Estimated reading time: 5 minutes

I am delighted that Manchester has just won the bid for Britain’s first super casino. I have never gambled – indeed, I must be one of the few tourists to spend two nights in Las Vegas without waging a cent. But I do enjoy it when conventional media wisdom is confounded. Last night’s BBC News (along iwth most of the news media) was confidently telling me that Blackpool and Greenwich were the frontrunners to get a super-casino. So I am pleased that the city that gave us the unpredictability of Manchester City Football Club will now host the biggest collection of roulette wheels and Blackjack tables this side of Monte Carlo.

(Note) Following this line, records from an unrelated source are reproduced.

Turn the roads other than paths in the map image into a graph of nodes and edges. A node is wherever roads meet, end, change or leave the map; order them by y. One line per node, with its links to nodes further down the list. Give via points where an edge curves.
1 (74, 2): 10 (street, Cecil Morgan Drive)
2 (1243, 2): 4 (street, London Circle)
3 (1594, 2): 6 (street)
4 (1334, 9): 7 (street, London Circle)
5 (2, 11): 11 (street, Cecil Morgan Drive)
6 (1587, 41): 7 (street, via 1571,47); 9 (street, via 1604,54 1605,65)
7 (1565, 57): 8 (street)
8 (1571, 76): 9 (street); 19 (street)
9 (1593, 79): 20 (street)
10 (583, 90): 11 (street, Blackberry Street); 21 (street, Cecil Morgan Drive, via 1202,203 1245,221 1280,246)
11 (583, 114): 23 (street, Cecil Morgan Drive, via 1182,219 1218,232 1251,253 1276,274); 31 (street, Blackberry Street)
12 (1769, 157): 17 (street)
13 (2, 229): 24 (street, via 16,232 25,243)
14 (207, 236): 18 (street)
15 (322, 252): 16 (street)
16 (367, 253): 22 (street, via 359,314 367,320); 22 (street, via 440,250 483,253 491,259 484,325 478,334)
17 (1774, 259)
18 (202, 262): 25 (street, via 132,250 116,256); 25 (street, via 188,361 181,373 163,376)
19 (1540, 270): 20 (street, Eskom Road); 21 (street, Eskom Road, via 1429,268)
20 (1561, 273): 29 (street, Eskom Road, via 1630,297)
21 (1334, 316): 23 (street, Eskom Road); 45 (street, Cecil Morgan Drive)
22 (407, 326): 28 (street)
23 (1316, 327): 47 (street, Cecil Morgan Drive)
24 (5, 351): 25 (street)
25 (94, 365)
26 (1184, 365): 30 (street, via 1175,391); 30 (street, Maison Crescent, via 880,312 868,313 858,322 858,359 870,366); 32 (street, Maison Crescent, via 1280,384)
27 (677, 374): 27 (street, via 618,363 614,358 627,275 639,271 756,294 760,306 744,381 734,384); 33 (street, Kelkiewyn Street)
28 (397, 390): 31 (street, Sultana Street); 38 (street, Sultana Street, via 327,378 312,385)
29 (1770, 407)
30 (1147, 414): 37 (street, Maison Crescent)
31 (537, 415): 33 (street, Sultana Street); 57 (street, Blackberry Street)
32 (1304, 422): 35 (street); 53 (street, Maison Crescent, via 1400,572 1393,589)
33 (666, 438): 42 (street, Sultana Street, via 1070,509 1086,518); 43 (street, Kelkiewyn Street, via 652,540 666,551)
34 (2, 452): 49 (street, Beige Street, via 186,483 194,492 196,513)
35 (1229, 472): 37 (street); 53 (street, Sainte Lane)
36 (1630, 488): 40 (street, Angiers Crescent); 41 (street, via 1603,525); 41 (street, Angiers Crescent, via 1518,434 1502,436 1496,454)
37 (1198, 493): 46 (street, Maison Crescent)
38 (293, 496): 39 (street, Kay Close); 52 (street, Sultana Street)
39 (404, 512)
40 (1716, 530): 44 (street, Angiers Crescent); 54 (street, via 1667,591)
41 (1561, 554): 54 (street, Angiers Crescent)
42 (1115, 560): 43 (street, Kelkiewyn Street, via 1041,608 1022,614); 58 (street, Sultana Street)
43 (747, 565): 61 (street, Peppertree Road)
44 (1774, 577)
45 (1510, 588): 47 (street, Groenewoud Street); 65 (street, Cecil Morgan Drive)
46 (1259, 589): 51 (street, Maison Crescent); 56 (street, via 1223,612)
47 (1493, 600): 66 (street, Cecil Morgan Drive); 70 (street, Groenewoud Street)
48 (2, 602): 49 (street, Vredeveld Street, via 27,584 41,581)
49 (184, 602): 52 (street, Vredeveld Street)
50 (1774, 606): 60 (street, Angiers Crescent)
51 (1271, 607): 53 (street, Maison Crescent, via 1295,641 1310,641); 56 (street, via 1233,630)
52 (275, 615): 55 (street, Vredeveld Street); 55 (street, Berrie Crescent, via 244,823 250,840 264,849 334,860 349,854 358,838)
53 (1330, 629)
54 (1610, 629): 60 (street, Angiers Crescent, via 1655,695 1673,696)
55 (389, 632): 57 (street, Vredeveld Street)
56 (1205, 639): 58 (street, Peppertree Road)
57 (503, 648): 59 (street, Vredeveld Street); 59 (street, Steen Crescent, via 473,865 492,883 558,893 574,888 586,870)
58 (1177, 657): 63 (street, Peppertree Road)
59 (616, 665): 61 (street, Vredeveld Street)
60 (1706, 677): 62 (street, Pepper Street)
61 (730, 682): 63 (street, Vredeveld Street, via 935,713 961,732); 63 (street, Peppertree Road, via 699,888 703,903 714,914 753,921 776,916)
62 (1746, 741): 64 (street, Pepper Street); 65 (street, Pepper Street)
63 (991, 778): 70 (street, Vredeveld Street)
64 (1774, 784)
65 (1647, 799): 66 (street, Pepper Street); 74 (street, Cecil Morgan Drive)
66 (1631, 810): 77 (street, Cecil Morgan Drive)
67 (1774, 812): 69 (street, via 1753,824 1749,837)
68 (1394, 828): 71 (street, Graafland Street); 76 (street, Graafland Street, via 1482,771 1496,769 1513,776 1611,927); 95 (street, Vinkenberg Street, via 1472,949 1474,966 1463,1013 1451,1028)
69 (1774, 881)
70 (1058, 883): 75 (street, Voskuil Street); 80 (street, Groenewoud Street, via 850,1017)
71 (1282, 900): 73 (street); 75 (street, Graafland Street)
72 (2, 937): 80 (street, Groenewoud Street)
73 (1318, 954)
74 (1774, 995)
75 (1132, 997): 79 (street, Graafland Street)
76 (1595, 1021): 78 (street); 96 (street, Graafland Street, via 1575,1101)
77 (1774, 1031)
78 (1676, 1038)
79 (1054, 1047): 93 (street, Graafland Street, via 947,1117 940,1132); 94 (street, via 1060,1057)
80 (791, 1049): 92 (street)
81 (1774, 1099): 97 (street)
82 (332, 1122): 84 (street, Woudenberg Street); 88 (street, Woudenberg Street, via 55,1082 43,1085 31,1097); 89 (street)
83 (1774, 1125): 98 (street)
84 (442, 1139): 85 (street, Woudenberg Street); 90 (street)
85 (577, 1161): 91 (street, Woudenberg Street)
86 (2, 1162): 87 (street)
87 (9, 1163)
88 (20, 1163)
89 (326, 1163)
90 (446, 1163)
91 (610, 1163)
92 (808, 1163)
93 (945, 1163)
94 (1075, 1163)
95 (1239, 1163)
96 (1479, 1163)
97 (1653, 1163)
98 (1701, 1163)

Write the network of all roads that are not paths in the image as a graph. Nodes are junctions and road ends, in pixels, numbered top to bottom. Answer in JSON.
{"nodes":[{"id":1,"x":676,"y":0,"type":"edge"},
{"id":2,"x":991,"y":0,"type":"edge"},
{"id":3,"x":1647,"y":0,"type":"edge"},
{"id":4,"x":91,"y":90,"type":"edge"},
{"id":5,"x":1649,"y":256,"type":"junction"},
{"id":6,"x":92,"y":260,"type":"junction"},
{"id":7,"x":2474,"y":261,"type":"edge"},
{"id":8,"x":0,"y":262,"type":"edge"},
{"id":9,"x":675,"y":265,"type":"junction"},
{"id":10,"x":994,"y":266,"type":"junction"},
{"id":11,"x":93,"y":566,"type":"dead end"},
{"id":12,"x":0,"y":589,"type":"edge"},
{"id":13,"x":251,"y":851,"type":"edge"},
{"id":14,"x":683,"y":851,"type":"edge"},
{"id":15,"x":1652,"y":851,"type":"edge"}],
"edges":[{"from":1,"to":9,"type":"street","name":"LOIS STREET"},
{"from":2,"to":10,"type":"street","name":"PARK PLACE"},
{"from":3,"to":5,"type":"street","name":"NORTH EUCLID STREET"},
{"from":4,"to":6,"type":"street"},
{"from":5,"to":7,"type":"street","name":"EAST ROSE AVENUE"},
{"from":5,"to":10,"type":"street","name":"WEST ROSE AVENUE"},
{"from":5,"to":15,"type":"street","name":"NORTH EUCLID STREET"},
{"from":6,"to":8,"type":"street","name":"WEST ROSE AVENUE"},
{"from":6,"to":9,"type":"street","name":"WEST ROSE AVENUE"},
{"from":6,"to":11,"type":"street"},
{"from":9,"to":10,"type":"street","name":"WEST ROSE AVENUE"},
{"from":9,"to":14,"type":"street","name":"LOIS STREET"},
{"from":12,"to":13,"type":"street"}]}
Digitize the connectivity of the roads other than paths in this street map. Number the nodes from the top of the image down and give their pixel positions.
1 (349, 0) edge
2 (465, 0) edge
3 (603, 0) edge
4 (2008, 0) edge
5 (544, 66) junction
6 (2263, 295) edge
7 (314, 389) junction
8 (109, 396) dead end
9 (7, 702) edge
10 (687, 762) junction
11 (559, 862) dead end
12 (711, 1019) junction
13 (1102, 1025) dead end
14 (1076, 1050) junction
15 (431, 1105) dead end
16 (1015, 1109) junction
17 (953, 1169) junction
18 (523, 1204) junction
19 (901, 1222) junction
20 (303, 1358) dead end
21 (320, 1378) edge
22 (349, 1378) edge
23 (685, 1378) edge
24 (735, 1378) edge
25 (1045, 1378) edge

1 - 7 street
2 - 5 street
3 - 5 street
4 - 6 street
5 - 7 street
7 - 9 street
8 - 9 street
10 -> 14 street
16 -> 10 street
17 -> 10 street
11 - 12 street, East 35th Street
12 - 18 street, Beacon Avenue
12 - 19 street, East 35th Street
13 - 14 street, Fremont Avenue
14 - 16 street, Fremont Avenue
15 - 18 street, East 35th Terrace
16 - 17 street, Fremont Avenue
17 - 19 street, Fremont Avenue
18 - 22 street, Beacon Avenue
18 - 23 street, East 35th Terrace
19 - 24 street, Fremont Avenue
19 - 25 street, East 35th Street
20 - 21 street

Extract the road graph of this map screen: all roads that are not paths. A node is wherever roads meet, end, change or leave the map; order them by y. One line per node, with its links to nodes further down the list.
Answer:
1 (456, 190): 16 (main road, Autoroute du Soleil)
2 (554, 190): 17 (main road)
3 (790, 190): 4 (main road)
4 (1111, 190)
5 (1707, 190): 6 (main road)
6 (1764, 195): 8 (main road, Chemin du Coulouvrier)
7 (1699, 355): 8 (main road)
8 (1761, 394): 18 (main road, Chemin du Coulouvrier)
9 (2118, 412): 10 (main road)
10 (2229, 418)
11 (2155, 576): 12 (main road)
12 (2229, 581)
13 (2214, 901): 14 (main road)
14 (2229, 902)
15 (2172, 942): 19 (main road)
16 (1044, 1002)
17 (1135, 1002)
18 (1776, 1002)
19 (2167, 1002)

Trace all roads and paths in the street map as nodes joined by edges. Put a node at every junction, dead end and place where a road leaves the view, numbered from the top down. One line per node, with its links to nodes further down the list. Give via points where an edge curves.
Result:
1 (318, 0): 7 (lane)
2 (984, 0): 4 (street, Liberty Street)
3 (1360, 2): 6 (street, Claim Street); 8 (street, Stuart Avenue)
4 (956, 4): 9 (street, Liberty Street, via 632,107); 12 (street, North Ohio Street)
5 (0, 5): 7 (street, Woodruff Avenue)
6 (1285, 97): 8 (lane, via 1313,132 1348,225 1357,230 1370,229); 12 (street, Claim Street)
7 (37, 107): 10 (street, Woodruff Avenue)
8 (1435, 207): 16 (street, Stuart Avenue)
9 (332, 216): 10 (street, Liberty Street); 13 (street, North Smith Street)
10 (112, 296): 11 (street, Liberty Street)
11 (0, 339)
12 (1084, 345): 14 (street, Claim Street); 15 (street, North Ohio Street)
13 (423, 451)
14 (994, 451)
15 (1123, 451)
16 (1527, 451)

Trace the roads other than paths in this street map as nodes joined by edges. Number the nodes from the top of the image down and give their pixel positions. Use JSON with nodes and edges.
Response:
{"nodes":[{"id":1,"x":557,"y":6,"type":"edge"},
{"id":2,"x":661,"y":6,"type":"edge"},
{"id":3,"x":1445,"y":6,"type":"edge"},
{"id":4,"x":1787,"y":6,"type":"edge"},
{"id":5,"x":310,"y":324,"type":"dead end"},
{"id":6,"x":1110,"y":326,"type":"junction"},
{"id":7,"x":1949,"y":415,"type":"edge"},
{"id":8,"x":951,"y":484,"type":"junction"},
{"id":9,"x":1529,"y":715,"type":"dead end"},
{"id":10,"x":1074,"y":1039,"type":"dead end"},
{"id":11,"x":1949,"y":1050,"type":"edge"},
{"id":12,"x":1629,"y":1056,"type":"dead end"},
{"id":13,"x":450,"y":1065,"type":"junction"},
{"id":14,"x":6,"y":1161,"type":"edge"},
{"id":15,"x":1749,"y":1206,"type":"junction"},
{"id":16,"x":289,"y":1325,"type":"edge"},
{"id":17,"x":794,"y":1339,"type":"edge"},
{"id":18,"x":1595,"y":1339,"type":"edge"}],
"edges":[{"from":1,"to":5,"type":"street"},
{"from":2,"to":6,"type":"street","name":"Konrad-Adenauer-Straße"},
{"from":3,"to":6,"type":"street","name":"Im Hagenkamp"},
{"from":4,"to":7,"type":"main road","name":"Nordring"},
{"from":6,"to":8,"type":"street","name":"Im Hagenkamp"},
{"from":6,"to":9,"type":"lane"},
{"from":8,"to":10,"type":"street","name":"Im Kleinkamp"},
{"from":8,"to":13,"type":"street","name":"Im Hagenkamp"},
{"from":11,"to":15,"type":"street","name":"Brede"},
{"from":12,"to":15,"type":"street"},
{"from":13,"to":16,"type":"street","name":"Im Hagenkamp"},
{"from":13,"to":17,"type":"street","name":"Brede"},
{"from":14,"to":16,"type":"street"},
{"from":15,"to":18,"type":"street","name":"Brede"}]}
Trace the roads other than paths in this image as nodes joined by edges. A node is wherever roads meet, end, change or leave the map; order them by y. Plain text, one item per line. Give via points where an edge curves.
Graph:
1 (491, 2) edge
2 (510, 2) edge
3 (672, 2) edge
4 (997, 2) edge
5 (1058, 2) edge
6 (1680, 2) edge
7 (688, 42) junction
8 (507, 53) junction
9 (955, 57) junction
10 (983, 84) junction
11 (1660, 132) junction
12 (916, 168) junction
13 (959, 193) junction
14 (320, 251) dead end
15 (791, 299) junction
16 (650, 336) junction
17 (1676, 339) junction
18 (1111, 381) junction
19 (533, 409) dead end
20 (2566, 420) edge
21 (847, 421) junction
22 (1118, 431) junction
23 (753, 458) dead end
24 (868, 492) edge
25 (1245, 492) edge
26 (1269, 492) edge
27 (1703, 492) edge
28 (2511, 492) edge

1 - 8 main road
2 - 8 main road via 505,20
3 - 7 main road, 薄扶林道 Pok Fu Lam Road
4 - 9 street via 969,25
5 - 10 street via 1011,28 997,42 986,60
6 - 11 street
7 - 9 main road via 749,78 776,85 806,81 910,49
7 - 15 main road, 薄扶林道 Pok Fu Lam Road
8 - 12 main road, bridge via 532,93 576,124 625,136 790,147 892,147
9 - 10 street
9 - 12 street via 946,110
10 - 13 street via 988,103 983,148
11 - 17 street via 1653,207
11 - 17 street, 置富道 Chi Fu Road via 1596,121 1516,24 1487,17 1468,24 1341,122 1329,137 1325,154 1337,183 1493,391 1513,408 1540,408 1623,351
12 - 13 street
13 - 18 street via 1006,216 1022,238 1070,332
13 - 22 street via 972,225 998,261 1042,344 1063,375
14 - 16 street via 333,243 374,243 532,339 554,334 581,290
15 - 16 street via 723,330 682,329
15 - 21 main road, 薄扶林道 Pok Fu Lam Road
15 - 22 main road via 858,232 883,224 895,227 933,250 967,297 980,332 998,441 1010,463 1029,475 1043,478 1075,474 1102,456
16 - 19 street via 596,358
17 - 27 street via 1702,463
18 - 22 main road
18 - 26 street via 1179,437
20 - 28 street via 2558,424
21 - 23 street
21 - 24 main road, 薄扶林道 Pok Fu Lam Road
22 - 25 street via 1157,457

Again, the conventional media response is to decry how this government is letting loose the demons of addiction and debt. Culture Secretary Tessa Jowell is portrayed as an evil temptress enticing hard-working citizens into a mega clip-joint, a vast den of inquity that will see them spend their children’s savings on pontoon. Well, yes, I do find gambling sleezy and pointless. But then I find a lot of modern society superficial and crap. I am something of a humourless old git. But I also fell in love with Las Vegas, even without gambling myself. The act of artificial self-gratification on a massive and lurid scale is strangely compelling.
And anyway, people are going to gamble more because they have more money. All other risk is being sucked out of their health and safety concious lives. And online gambling has opened it up to new groups like women. If the super-casino makes Manchester a little more like Nevada, then I for one will rejoice, and I bet most Mancunians will, too.